I am not advocating a committee approach to composing liturgical music. I merely pointed out that our most successful liturgical composers once belonged to a group that enabled them to learn and grow by submitting their works to the wisdom of a group. And it paid off.

Everyone knows who these front-line liturgical composer are. In fact you have already mentioned one of them. The fact that you don't appear to know who they are only proves that it is you who appear to be in the backwater, not them. None of them are "stalinists", although you may be since you throw this accusation at them. But their music is helping tens of thousands of people to pray in parishes up and down the country, which is more than can be said for some others whom perhaps we should not mention.
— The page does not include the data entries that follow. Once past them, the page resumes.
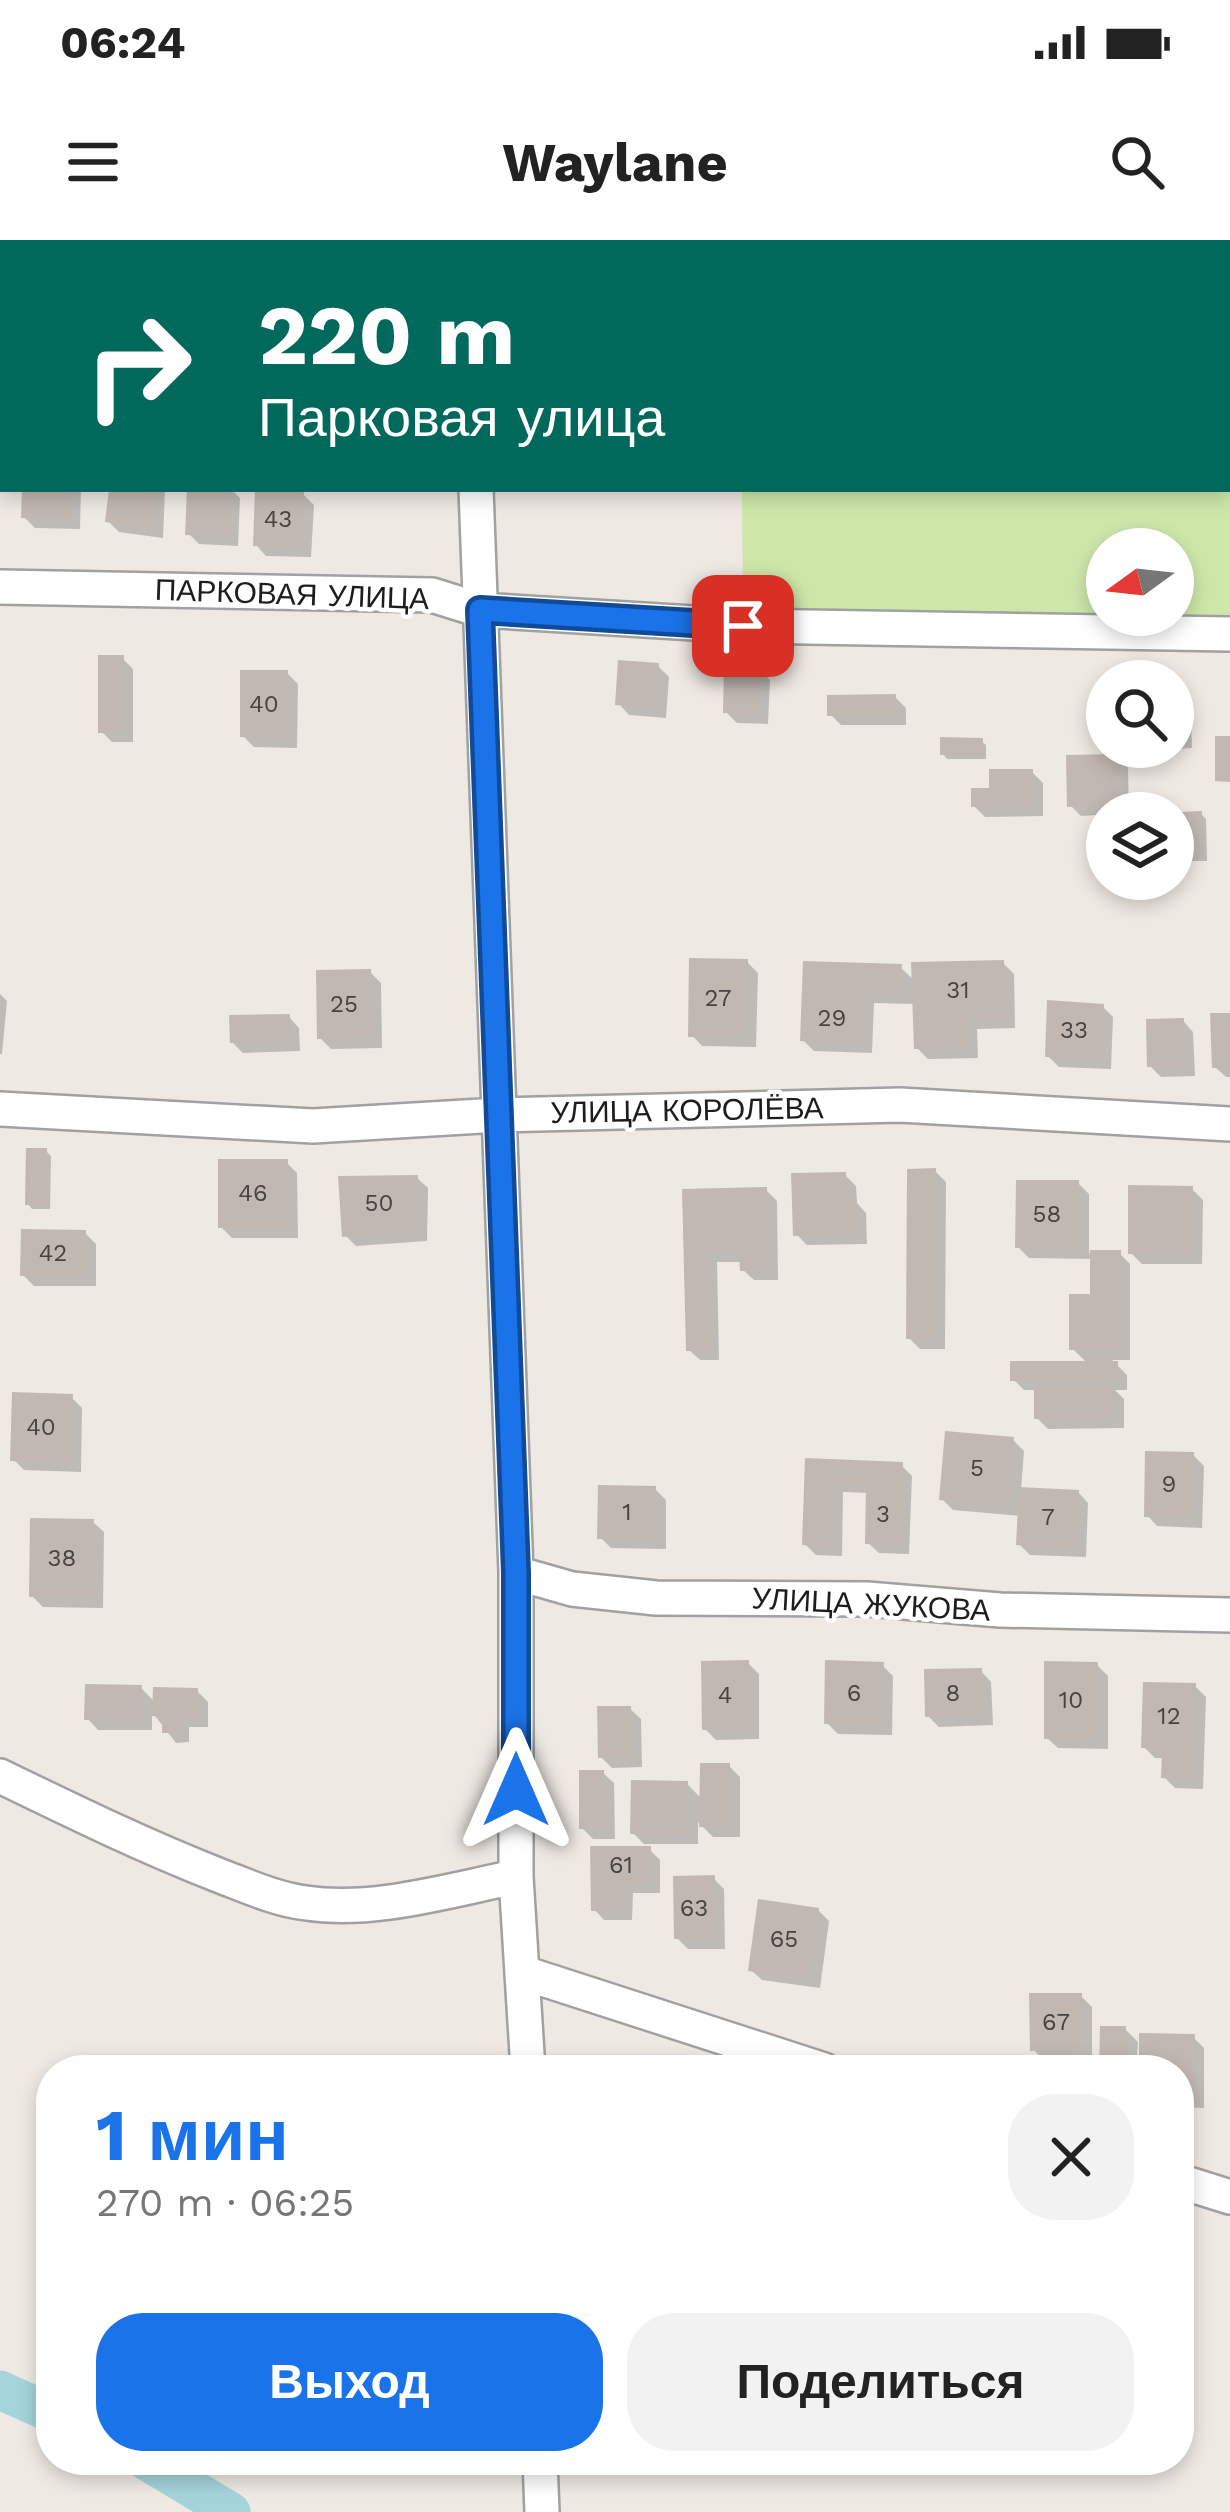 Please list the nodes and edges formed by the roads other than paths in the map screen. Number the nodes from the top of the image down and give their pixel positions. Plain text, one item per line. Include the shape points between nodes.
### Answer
1 (476, 492) edge
2 (0, 587) edge
3 (480, 610) junction
4 (1230, 634) edge
5 (0, 1109) edge
6 (498, 1115) junction
7 (1230, 1124) edge
8 (516, 1573) junction
9 (1230, 1615) edge
10 (0, 1776) edge
11 (516, 1877) junction
12 (524, 1973) junction
13 (527, 2055) edge
14 (778, 2055) edge
15 (1194, 2187) edge
16 (1230, 2198) edge
17 (541, 2475) edge
18 (542, 2512) edge

1 - 3 street
2 - 3 street, ПАРКОВАЯ УЛИЦА via 432,595
3 - 4 street, ПАРКОВАЯ УЛИЦА via 743,626
3 - 6 street
5 - 6 street, УЛИЦА КОРОЛЁВА via 314,1126
6 - 7 street, УЛИЦА КОРОЛЁВА via 900,1105
6 - 8 street
8 - 9 street, УЛИЦА ЖУКОВА via 656,1598
8 - 11 street
10 - 11 street via 148,1848 306,1904 407,1898
11 - 12 street
12 - 13 street
12 - 14 street
15 - 16 street
17 - 18 street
As for "Dame" Damian Thompson, the least said the better. What a loser! It's not that he doesn't know what he is talking about, it's the fact that his own agenda manages to bias most of what he writes. Don't waste your time with him. The miniscule coterie who affirm him in his often libellous scarawlings are really not worth bothering with. I do hope you're not one of them.

Blessings on you.

Osbert Parsley said...

I'm going to respectfully request a ceasefire. The two of you have stated your positions, and I think I've made my own quite clear. As an outsider to the scene in question (as an Anglican and as a Canadian) I have no interest in playing host to internecine conflict.

Thank you both, however, for your contributions; I very much appreciate a perspective ex media rebus, so to speak.